Le parole di Franco Rotelli – uno dei principali protagonisti della riforma psichiatrica di Franco Basaglia e suo stretto collaboratore, prima all’ospedale di Parma e poi a Trieste – sono risuonate, ferme e dirette, nel foyer del Teatrino di Palazzo Grassi a Venezia, durante la nona edizione del Festival dei Matti che si è appena conclusa: «Il Festival, noi qui, assieme, siamo la prosecuzione di una pratica che Basaglia avrebbe approvato. Non una glorificazione, non la celebrazione di un anniversario. Non abbiamo niente da celebrare, abbiamo semplicemente da fare».
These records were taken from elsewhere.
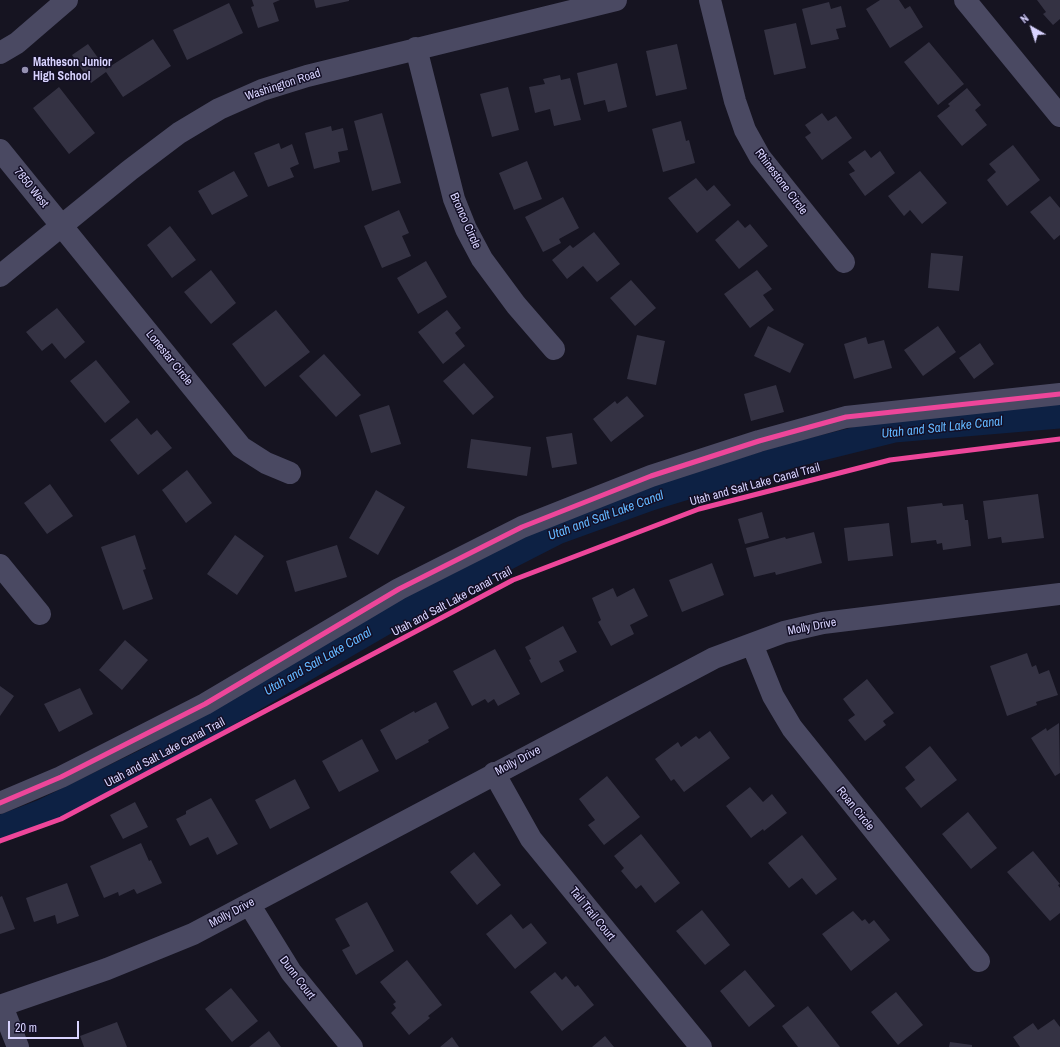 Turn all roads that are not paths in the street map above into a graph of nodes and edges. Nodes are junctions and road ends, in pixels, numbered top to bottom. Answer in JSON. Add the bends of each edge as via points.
{"nodes":[{"id":1,"x":67,"y":0,"type":"edge"},
{"id":2,"x":616,"y":0,"type":"edge"},
{"id":3,"x":710,"y":0,"type":"edge"},
{"id":4,"x":965,"y":0,"type":"edge"},
{"id":5,"x":416,"y":48,"type":"junction"},
{"id":6,"x":0,"y":53,"type":"edge"},
{"id":7,"x":1060,"y":116,"type":"edge"},
{"id":8,"x":0,"y":150,"type":"edge"},
{"id":9,"x":62,"y":226,"type":"junction"},
{"id":10,"x":844,"y":262,"type":"dead end"},
{"id":11,"x":0,"y":276,"type":"edge"},
{"id":12,"x":554,"y":349,"type":"dead end"},
{"id":13,"x":1060,"y":394,"type":"edge"},
{"id":14,"x":290,"y":473,"type":"dead end"},
{"id":15,"x":0,"y":565,"type":"edge"},
{"id":16,"x":1060,"y":594,"type":"edge"},
{"id":17,"x":40,"y":614,"type":"dead end"},
{"id":18,"x":752,"y":644,"type":"junction"},
{"id":19,"x":494,"y":774,"type":"junction"},
{"id":20,"x":0,"y":803,"type":"edge"},
{"id":21,"x":249,"y":904,"type":"junction"},
{"id":22,"x":979,"y":961,"type":"dead end"},
{"id":23,"x":1,"y":1006,"type":"edge"},
{"id":24,"x":18,"y":1047,"type":"edge"},
{"id":25,"x":352,"y":1047,"type":"edge"},
{"id":26,"x":701,"y":1047,"type":"edge"}],
"edges":[{"from":1,"to":6,"type":"street","via":[[17,43]]},
{"from":2,"to":5,"type":"street","name":"Washington Road"},
{"from":3,"to":10,"type":"street","name":"Rhinestone Circle","via":[[735,101],[745,130],[760,157]]},
{"from":4,"to":7,"type":"street"},
{"from":5,"to":9,"type":"street","name":"Washington Road","via":[[307,76],[262,90],[219,109],[179,133]]},
{"from":5,"to":12,"type":"street","name":"Bronco Circle","via":[[454,199],[466,229],[482,259],[516,305]]},
{"from":8,"to":9,"type":"street","name":"7850 West"},
{"from":9,"to":11,"type":"street","name":"Washington Road"},
{"from":9,"to":14,"type":"street","name":"Lonestar Circle","via":[[241,447],[266,463]]},
{"from":13,"to":20,"type":"street","via":[[846,417],[759,441],[651,476],[522,527],[399,588],[206,704],[61,777]]},
{"from":15,"to":17,"type":"street"},
{"from":16,"to":18,"type":"street","name":"Molly Drive","via":[[823,623],[784,632]]},
{"from":18,"to":19,"type":"street","name":"Molly Drive","via":[[714,658]]},
{"from":18,"to":22,"type":"street","name":"Roan Circle","via":[[772,696],[792,728]]},
{"from":19,"to":21,"type":"street","name":"Molly Drive"},
{"from":19,"to":26,"type":"street","name":"Tail Trail Court","via":[[513,811],[531,838]]},
{"from":21,"to":23,"type":"street","name":"Molly Drive","via":[[186,937],[107,969]]},
{"from":21,"to":25,"type":"street","name":"Dunn Court","via":[[291,972]]},
{"from":23,"to":24,"type":"street"}]} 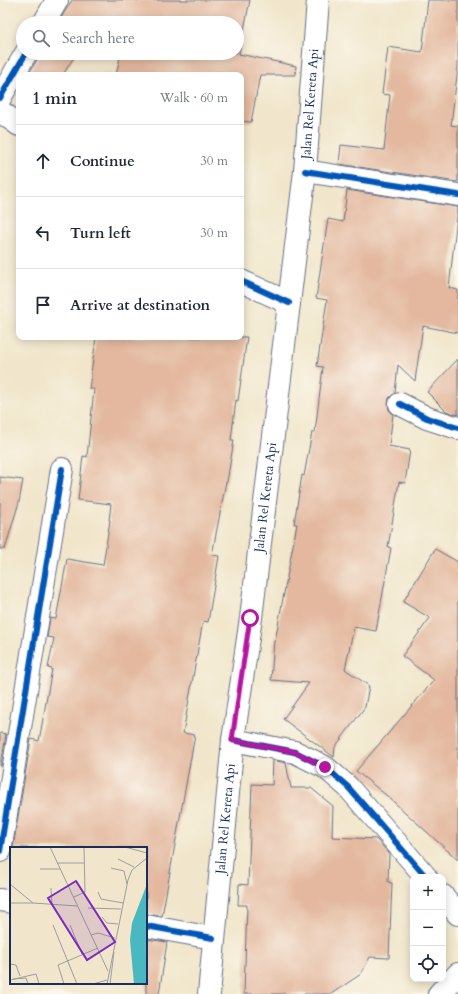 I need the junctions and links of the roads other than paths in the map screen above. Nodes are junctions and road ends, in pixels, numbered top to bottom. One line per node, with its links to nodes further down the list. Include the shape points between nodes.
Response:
1 (57, 0): 3 (main road)
2 (318, 0): 8 (main road, Jalan Rel Kereta Api)
3 (48, 16)
4 (22, 60): 5 (main road)
5 (0, 98)
6 (0, 111): 7 (main road)
7 (16, 123)
8 (305, 171): 9 (main road); 11 (main road, Jalan Rel Kereta Api)
9 (458, 195)
10 (244, 282): 11 (main road)
11 (289, 303): 15 (main road, Jalan Rel Kereta Api, via 250,618)
12 (400, 404): 13 (main road, via 427,418)
13 (458, 428)
14 (62, 468): 16 (main road)
15 (232, 740): 17 (main road, via 295,752 325,767 348,787); 23 (main road, Jalan Rel Kereta Api)
16 (0, 851)
17 (423, 874)
18 (0, 900): 20 (main road)
19 (446, 900): 21 (main road)
20 (10, 902)
21 (458, 914)
22 (147, 926): 23 (main road)
23 (213, 938): 25 (main road, Jalan Rel Kereta Api)
24 (458, 974): 26 (main road)
25 (209, 994)
26 (439, 994) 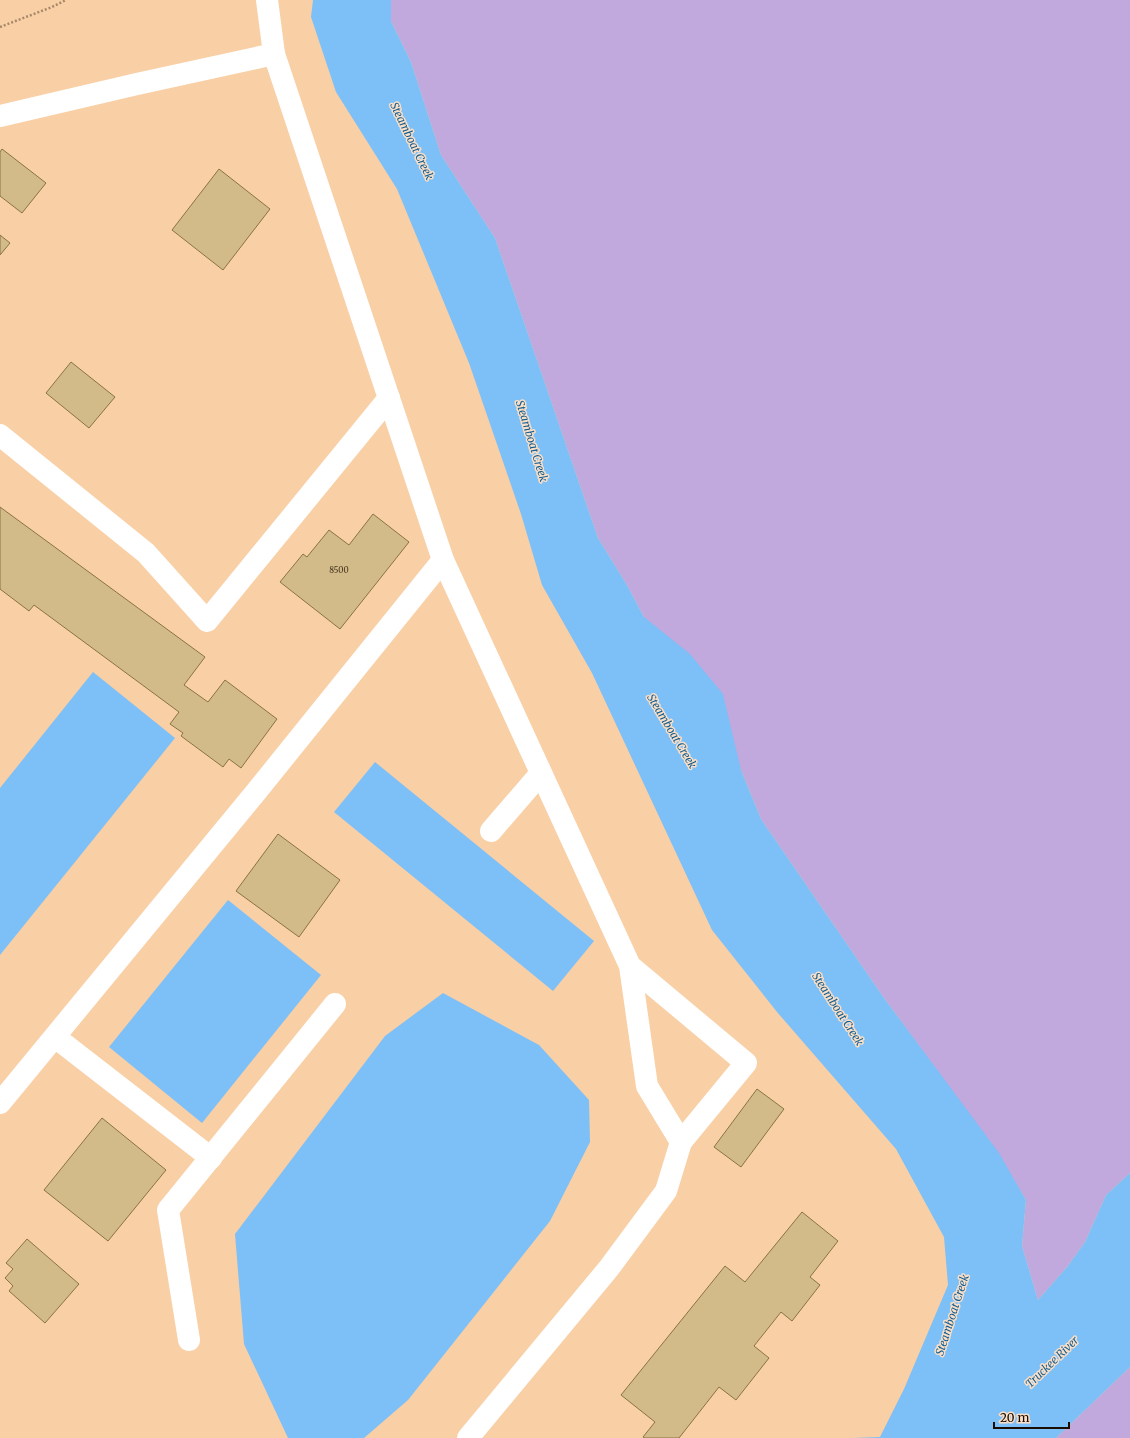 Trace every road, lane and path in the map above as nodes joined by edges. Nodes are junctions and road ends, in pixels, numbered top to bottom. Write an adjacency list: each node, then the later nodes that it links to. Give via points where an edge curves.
1 (66, 0): 3 (path)
2 (267, 0): 4 (street)
3 (0, 27)
4 (274, 54): 5 (street); 6 (street)
5 (0, 116)
6 (389, 398): 7 (street, via 207,621 146,553); 8 (street)
7 (0, 435)
8 (443, 560): 9 (street); 13 (street)
9 (541, 773): 10 (street); 11 (street)
10 (491, 831)
11 (630, 966): 15 (street, via 647,1086); 15 (street, via 746,1063)
12 (335, 1004): 16 (street)
13 (55, 1037): 14 (street); 16 (street)
14 (0, 1103)
15 (681, 1142): 18 (street, via 666,1191 609,1268)
16 (211, 1158): 17 (street, via 168,1210)
17 (189, 1340)
18 (468, 1438)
La puntualizzazione di Rotelli appare più che mai appropriata e rappresenta in pieno lo spirito – a suo modo eversivo, di ricerca seria e riflessioni concrete – che l’equipaggio del Festival ha costantemente seguito in questi anni nel cucire insieme gli elementi della kermesse: con equilibrio e libertà, affiancando proposte di dibattito con addetti ai lavori e presentazioni di libri, incontri con la cittadinanza (soprattutto i ragazzi) e spettacoli teatrali, film e musica. L’iniziativa, ideata e curata da Anna Poma (psicoterapeuta, che dal 1998 opera nel campo della salute mentale, referente per il Veneto del comitato StopOpg) è prodotta dalla Cooperativa Con-tatto. Del comitato scientifico fanno parte, inoltre, Giovanna Del Giudice, Gianni Montieri, Franco Nube e Gianfranco Rizzetto. Un evento autogestito che è divenuto, nel corso degli anni, un appuntamento ineludibile nella primavera veneziana, soprattutto in tempi di appiattimento culturale, di oscurantismi di ritorno. L’edizione 2018, poi, ha rappresentato un unicum per la ricchezza e l’originalità delle proposte, in un anno – il quarantennale dell’emanazione della legge Basaglia, con cui si stabiliva la chiusura dei manicomi in favore di servizi interamente extraospedalieri – fin troppo carico di esposizione mediatica, spesso strumentalizzata.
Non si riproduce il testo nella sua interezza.